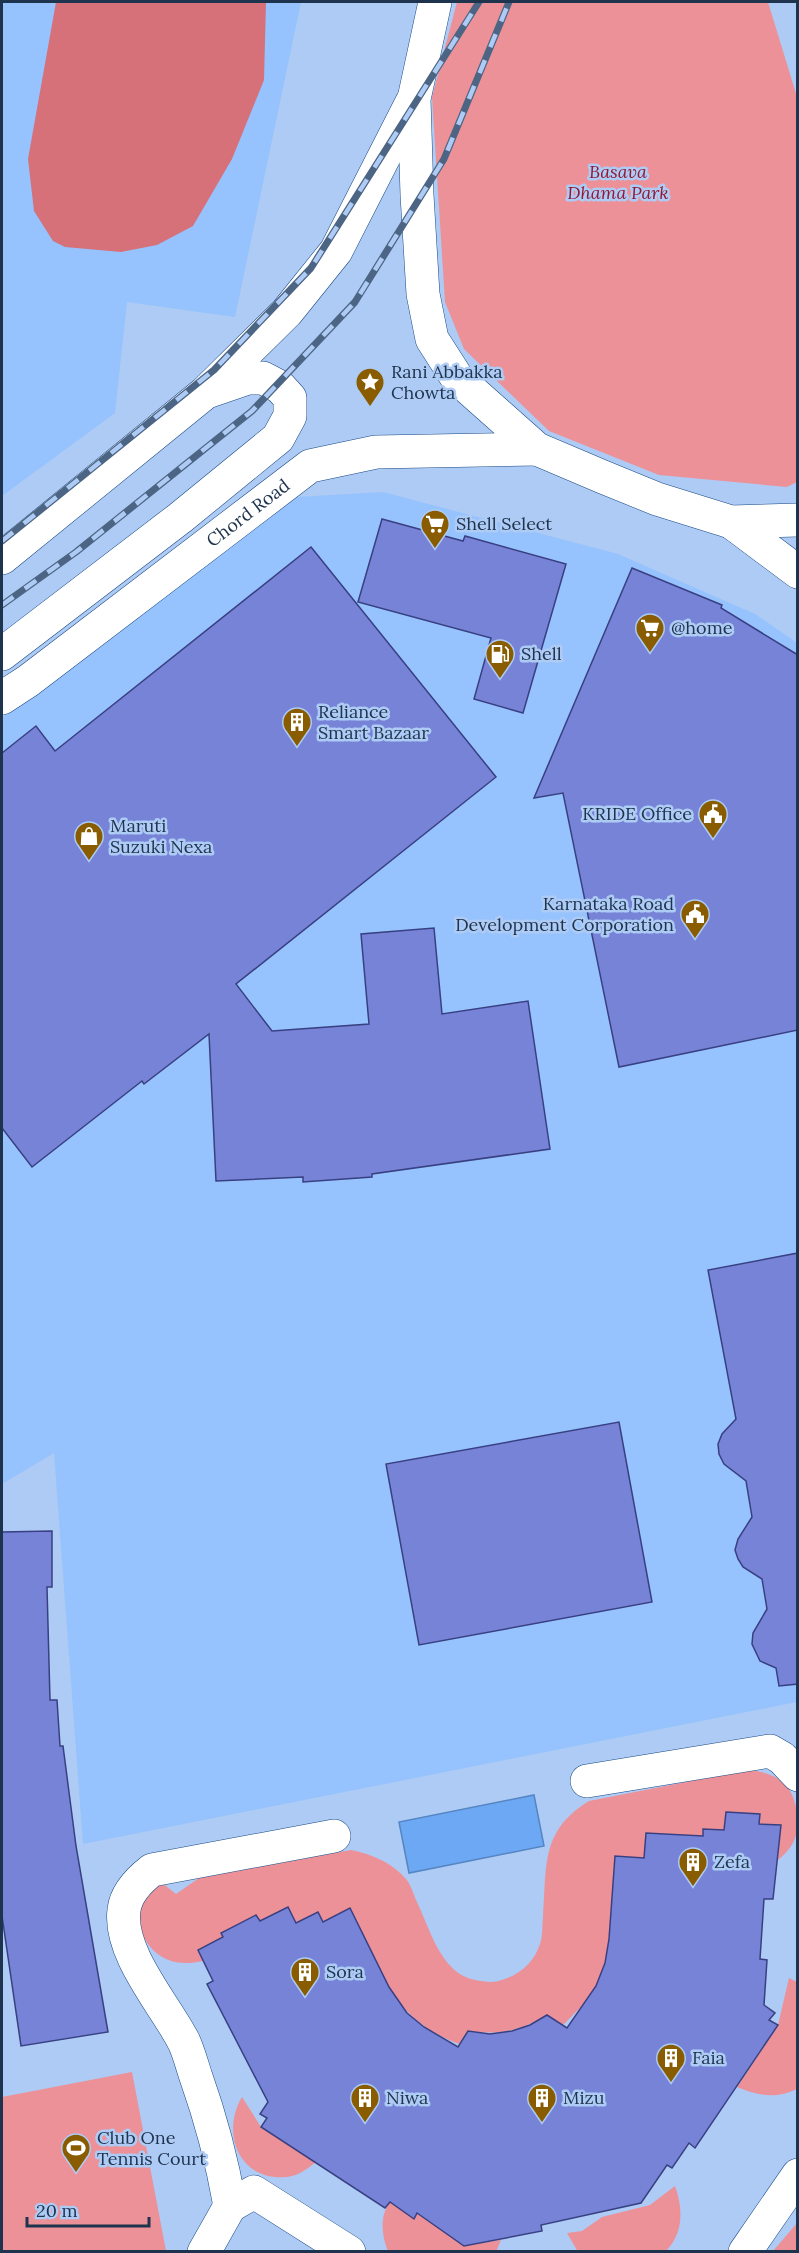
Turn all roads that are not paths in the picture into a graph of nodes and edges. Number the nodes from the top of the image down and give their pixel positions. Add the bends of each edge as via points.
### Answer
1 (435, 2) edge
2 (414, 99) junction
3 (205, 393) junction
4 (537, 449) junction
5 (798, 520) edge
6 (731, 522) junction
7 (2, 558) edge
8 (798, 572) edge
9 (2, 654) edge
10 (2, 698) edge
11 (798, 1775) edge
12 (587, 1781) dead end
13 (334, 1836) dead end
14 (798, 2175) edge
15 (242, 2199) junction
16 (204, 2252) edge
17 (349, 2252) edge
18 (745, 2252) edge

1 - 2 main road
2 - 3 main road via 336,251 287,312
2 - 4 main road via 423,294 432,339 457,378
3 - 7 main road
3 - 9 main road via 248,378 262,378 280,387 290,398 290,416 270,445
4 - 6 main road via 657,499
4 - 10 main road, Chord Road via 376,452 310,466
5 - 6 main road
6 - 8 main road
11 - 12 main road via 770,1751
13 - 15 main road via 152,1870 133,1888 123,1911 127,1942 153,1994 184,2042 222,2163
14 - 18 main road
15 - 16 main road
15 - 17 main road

...

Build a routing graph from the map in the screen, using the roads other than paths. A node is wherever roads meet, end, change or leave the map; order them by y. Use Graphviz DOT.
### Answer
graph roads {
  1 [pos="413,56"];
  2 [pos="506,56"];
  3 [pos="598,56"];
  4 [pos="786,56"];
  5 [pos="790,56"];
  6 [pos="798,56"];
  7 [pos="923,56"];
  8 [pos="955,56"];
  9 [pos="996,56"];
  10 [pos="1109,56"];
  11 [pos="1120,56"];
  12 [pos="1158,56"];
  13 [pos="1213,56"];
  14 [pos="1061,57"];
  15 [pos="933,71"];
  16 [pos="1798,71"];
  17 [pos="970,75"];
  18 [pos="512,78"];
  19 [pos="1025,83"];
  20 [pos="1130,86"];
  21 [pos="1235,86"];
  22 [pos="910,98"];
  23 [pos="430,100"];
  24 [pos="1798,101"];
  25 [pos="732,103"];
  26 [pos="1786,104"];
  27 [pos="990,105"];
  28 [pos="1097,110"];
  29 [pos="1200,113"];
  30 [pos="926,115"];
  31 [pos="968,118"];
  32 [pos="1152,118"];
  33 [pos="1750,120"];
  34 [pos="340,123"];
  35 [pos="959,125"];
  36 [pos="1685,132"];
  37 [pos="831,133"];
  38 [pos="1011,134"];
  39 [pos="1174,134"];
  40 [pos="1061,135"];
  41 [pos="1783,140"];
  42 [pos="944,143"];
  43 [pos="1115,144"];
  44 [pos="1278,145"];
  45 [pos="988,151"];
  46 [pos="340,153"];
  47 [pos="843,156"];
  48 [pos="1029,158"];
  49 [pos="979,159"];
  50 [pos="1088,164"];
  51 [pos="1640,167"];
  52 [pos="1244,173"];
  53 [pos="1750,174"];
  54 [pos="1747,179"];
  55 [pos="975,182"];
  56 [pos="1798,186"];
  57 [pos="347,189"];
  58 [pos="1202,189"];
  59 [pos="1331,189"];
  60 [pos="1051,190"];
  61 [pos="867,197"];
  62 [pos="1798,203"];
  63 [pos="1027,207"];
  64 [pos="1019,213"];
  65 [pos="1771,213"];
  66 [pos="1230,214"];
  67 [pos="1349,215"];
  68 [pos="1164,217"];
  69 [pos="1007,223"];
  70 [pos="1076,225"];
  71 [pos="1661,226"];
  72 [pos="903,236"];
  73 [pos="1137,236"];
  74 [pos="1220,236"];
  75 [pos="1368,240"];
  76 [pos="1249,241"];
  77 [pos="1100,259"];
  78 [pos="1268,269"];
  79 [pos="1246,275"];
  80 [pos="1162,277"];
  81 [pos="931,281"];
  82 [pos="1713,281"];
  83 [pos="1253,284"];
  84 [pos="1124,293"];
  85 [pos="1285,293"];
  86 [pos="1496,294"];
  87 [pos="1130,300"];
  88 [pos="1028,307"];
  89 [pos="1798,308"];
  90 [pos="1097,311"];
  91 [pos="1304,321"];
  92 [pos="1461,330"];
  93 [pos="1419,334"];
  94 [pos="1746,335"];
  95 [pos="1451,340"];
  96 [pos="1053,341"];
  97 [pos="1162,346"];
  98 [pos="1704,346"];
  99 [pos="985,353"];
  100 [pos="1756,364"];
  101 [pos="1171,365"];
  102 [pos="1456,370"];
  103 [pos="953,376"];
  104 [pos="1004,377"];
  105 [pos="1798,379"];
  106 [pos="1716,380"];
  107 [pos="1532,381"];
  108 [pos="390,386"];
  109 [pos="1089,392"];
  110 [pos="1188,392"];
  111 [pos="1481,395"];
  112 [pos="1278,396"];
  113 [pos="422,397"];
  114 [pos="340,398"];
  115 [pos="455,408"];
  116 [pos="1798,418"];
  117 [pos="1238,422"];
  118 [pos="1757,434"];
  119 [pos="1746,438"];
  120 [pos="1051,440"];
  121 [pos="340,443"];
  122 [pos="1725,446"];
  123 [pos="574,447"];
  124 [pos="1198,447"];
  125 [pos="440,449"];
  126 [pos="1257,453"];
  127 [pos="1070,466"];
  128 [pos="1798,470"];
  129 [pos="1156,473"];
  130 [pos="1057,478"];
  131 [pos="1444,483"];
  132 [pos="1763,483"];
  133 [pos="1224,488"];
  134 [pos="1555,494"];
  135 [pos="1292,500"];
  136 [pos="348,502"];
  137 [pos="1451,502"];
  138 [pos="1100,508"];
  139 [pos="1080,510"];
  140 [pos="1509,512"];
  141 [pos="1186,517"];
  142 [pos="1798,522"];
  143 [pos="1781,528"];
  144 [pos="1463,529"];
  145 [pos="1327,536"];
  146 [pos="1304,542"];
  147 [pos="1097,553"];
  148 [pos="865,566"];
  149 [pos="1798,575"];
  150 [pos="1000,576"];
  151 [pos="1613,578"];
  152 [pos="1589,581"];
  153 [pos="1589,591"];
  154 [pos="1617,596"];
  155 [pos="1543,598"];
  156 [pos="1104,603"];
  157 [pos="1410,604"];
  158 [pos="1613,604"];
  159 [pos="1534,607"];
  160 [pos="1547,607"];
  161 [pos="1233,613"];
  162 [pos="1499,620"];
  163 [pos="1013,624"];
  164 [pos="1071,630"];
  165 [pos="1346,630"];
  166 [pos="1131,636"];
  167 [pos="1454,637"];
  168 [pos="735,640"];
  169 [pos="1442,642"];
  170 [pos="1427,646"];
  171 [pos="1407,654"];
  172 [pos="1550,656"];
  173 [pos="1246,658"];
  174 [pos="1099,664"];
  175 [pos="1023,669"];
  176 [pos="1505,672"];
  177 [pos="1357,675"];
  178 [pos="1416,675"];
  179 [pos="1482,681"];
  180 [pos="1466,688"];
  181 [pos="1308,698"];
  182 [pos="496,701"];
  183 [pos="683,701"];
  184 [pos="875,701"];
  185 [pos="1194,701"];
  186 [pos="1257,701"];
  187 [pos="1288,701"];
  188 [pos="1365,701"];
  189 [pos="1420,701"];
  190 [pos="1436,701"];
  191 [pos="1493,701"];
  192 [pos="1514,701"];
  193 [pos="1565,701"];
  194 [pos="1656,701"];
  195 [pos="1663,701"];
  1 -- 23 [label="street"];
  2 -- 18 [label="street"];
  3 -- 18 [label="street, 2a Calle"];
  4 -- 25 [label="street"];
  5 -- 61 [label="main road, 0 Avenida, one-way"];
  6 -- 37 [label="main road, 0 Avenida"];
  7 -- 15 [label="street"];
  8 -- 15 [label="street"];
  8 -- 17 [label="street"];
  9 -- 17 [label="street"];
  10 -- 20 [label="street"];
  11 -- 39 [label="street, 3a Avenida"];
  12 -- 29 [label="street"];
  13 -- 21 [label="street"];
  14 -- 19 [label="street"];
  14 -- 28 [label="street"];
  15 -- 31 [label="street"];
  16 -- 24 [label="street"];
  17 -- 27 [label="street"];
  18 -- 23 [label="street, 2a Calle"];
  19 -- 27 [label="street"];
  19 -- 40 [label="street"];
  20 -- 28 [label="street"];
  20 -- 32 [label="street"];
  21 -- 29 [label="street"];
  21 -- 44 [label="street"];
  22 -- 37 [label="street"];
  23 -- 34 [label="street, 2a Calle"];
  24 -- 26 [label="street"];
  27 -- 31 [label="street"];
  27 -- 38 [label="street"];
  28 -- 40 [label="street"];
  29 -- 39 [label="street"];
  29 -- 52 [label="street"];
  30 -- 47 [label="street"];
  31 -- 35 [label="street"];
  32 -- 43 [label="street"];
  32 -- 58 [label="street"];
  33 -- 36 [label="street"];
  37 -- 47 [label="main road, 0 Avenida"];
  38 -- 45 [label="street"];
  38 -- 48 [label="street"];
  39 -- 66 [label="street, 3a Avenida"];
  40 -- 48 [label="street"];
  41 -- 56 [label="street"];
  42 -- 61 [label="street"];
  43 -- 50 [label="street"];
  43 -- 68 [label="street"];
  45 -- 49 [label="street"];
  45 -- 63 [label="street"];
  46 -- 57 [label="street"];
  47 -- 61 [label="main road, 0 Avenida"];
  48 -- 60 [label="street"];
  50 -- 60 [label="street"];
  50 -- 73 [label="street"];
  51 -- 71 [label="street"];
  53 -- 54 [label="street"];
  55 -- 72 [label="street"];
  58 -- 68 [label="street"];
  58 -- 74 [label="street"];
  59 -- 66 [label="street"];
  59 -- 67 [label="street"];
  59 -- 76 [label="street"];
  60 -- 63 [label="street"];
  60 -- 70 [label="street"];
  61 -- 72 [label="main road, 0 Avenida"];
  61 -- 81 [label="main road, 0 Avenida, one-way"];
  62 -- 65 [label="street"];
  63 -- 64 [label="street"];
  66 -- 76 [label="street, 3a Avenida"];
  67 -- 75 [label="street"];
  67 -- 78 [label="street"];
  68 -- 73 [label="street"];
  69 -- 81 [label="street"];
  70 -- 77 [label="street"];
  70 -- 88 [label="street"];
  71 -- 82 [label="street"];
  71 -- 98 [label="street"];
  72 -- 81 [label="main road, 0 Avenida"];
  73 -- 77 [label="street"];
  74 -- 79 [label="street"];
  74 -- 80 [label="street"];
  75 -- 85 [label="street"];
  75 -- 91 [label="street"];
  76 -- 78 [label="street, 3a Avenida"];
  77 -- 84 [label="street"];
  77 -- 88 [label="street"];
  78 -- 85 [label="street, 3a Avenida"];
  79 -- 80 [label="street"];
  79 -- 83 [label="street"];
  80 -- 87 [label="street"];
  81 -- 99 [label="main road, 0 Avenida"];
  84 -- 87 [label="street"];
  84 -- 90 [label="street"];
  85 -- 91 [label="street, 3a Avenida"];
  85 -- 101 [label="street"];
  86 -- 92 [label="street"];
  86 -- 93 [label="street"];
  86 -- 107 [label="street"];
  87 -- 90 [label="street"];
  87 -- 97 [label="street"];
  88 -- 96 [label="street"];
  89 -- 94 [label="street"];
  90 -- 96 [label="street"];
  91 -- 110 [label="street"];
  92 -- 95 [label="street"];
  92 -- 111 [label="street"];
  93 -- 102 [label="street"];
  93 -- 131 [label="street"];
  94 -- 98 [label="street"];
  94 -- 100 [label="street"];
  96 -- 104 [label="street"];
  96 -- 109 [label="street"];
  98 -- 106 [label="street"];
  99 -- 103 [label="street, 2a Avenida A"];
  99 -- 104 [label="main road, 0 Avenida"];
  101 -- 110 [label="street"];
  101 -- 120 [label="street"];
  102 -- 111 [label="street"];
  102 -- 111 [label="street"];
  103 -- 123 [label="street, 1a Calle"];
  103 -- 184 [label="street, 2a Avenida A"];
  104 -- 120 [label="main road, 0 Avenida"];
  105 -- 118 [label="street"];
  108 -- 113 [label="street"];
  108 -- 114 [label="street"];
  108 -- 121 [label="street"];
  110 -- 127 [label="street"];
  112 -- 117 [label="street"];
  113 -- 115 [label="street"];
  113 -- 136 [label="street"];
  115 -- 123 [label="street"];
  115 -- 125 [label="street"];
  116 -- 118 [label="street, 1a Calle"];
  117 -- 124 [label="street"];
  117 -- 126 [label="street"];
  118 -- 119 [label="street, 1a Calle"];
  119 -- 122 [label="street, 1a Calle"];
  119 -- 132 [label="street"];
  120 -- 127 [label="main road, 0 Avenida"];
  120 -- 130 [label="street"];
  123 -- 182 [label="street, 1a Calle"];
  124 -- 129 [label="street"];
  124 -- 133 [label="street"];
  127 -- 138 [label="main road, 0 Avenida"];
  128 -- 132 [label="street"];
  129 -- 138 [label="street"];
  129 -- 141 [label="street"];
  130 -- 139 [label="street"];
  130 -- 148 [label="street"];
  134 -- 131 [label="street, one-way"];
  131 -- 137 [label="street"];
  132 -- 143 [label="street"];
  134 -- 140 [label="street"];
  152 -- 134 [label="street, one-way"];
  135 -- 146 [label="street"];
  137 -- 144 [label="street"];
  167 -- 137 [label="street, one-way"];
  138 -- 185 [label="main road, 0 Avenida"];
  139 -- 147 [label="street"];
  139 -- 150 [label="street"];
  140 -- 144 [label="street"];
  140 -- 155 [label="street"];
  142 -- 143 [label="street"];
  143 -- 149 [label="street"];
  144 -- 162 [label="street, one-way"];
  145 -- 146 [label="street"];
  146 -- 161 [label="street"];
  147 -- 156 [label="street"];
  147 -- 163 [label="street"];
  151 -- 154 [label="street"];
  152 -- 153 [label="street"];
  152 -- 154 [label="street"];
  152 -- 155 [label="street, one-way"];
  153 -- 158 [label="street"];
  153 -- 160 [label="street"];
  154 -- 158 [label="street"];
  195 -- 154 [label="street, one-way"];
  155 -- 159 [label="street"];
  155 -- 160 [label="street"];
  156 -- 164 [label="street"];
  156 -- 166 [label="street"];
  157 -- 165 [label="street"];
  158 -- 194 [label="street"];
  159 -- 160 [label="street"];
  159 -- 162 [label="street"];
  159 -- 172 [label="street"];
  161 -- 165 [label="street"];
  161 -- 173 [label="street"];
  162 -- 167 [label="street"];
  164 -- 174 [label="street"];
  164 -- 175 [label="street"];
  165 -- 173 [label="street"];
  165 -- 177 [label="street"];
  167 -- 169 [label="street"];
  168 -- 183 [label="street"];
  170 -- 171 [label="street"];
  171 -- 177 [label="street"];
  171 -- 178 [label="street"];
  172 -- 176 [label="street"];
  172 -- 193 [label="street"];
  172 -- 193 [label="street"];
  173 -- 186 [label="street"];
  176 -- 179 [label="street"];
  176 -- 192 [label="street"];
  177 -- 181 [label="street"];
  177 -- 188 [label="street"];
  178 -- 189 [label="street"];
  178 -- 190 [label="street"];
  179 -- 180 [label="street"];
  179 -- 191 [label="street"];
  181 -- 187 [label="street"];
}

Directions for this task
Copy each line of the data that includes the word "paths".

Exercise answer
Turn all roads that are not paths in the picture into a graph of nodes and edges. Number the nodes from the top of the image down and give their pixel positions. Add the bends of each edge as via points.
Build a routing graph from the map in the screen, using the roads other than paths. A node is wherever roads meet, end, change or leave the map; order them by y. Use Graphviz DOT.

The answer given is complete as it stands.